Agencies were quick to accommodate the demands of the Megabyte Act. In July 2020, 23 out of 24 large agencies received a grade of 'A' on the software licensing component of the biannual Federal IT Acquisition Reform Act scorecard. The new legislation describes the Megabyte Act as "incredibly successful" and noted that agencies have reported more than $450 million in software cost savings since the law took effect.
The draft legislation, which was obtained by FCW, would require federal agencies to report in more detail on their software assets, spending and utilization rates and share their findings with agency inspectors general. The bill also requires agencies to compile detailed lists of software holdings arranged by vendor and share information on software that has been acquired but is not in use and report on software interoperability challenges and solutions.
Under the terms of the bill, agency IGs will use this data to compile detailed reports on software expenditures, efficiencies and redundancies and help devise strategies to adopt enterprisewide licensing where it is not already in place. Additionally the bill looks to help "minimize" licensing restrictions that can impact the ability of end users to operate software across operating systems, servers and cloud service providers. This last provision appears to be an effort to curtail the ability of legacy vendors to leverage their large enterprise user base to make applications fielded by rivals to be costly and difficult to operate.
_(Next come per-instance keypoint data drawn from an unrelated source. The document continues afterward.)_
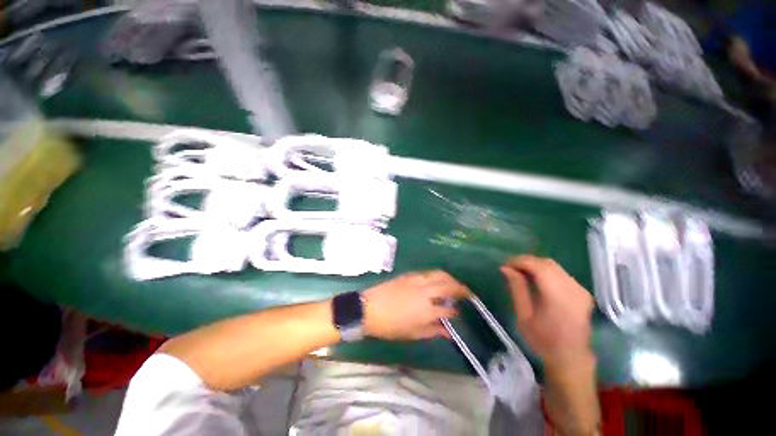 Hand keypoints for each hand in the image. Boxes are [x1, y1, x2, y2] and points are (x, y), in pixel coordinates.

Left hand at [362, 271, 470, 340]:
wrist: (368, 308)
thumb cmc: (390, 325)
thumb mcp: (412, 333)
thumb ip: (432, 330)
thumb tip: (447, 331)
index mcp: (427, 310)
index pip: (448, 309)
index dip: (455, 312)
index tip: (457, 313)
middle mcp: (425, 292)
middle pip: (448, 285)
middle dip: (460, 288)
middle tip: (467, 292)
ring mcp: (417, 281)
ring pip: (439, 274)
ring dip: (450, 278)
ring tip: (455, 283)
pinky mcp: (409, 275)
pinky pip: (427, 272)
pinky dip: (436, 275)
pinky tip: (436, 279)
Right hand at [501, 256, 593, 366]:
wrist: (570, 358)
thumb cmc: (543, 339)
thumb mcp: (523, 315)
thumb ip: (517, 288)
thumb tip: (506, 268)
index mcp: (558, 296)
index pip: (538, 266)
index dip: (519, 261)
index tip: (505, 265)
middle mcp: (573, 289)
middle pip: (547, 263)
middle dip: (526, 261)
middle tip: (511, 268)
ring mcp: (580, 290)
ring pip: (554, 266)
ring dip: (535, 265)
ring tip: (521, 273)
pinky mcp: (582, 292)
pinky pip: (561, 273)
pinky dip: (546, 272)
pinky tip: (536, 280) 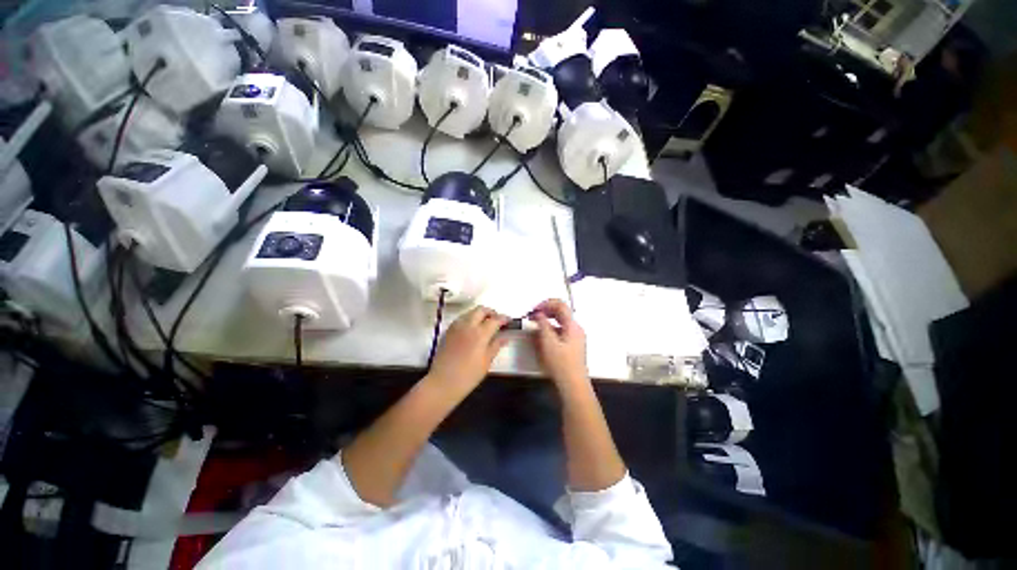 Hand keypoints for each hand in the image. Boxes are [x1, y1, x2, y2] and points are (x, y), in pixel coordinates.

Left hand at [427, 306, 508, 393]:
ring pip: (470, 312)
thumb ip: (496, 345)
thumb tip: (505, 337)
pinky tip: (472, 329)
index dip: (504, 318)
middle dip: (491, 312)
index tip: (509, 321)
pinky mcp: (448, 331)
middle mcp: (468, 325)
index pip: (495, 319)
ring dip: (479, 314)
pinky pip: (461, 319)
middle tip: (497, 320)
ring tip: (485, 324)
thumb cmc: (468, 375)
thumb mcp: (487, 361)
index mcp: (480, 333)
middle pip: (481, 310)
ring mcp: (456, 327)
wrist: (443, 382)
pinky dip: (469, 319)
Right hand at [530, 299, 588, 388]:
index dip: (545, 303)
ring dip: (547, 320)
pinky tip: (542, 337)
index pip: (560, 305)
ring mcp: (575, 337)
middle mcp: (576, 328)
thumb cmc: (561, 364)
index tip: (534, 310)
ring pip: (560, 322)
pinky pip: (561, 331)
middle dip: (545, 311)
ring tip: (535, 326)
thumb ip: (543, 325)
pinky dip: (551, 329)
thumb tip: (538, 314)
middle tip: (532, 316)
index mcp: (572, 325)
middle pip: (561, 312)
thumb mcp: (548, 342)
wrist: (573, 385)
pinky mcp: (572, 345) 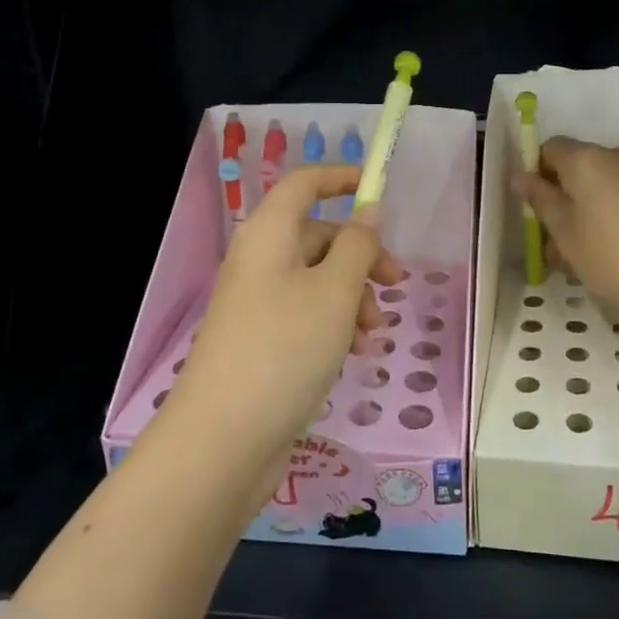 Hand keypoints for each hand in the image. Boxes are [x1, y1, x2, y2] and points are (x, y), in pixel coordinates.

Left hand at [172, 166, 403, 476]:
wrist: (222, 441)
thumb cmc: (284, 349)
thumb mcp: (335, 292)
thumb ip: (358, 245)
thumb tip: (369, 209)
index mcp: (268, 234)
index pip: (304, 184)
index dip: (340, 178)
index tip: (378, 189)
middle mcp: (259, 260)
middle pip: (318, 235)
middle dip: (361, 254)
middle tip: (396, 282)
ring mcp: (257, 302)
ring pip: (316, 278)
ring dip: (352, 295)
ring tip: (372, 332)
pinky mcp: (261, 340)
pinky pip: (305, 313)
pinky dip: (334, 323)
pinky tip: (353, 352)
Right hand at [517, 137, 618, 327]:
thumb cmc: (612, 256)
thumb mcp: (564, 232)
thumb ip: (541, 199)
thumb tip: (521, 176)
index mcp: (587, 158)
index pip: (550, 148)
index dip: (537, 174)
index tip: (535, 210)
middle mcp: (617, 156)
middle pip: (577, 168)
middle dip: (561, 200)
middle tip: (553, 243)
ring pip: (601, 187)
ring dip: (585, 213)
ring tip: (580, 258)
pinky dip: (610, 217)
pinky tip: (611, 254)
Such a move would potentially impact companies like Microsoft and Oracle with large on-premise customer bases.
An industry source who is familiar with the legislation told FCW that the bill could "open up the aperture for folks to get out of contracts they're struggling with and open up opportunities to reallocate agency spending on long-term contracts in a way that allows for more modern investments." The source also said that the bill isn't necessarily intended to move the overall enterprise software market but to "do what is best for the government customer and the taxpayer."
Michael Garland, a lawyer specializing in government procurement issues, told FCW that he supported the interoperability aims of the legislation but is concerned that enterprisewide licensing requirements could end up favoring incumbent players.
"While the intent to save money by consolidation around enterprise licenses is a reasonable desire, the concern is – are they going to create more vendor lock than we already have," Garland said.
The legislation looks to build on cost savings and consolidation at agencies by eventually establishing governmentwide adoption of enterprise licenses for some of the most widely used software and by establishing acquisition policies that take interoperability of software across operating systems and cloud platforms into account. The bill also calls for data on software procurement, use and management to be incorporated into the Federal IT Dashboard and to form a part of agency capital planning guidance.
The legislation was first reported on Friday by FedScoop and Bloomberg.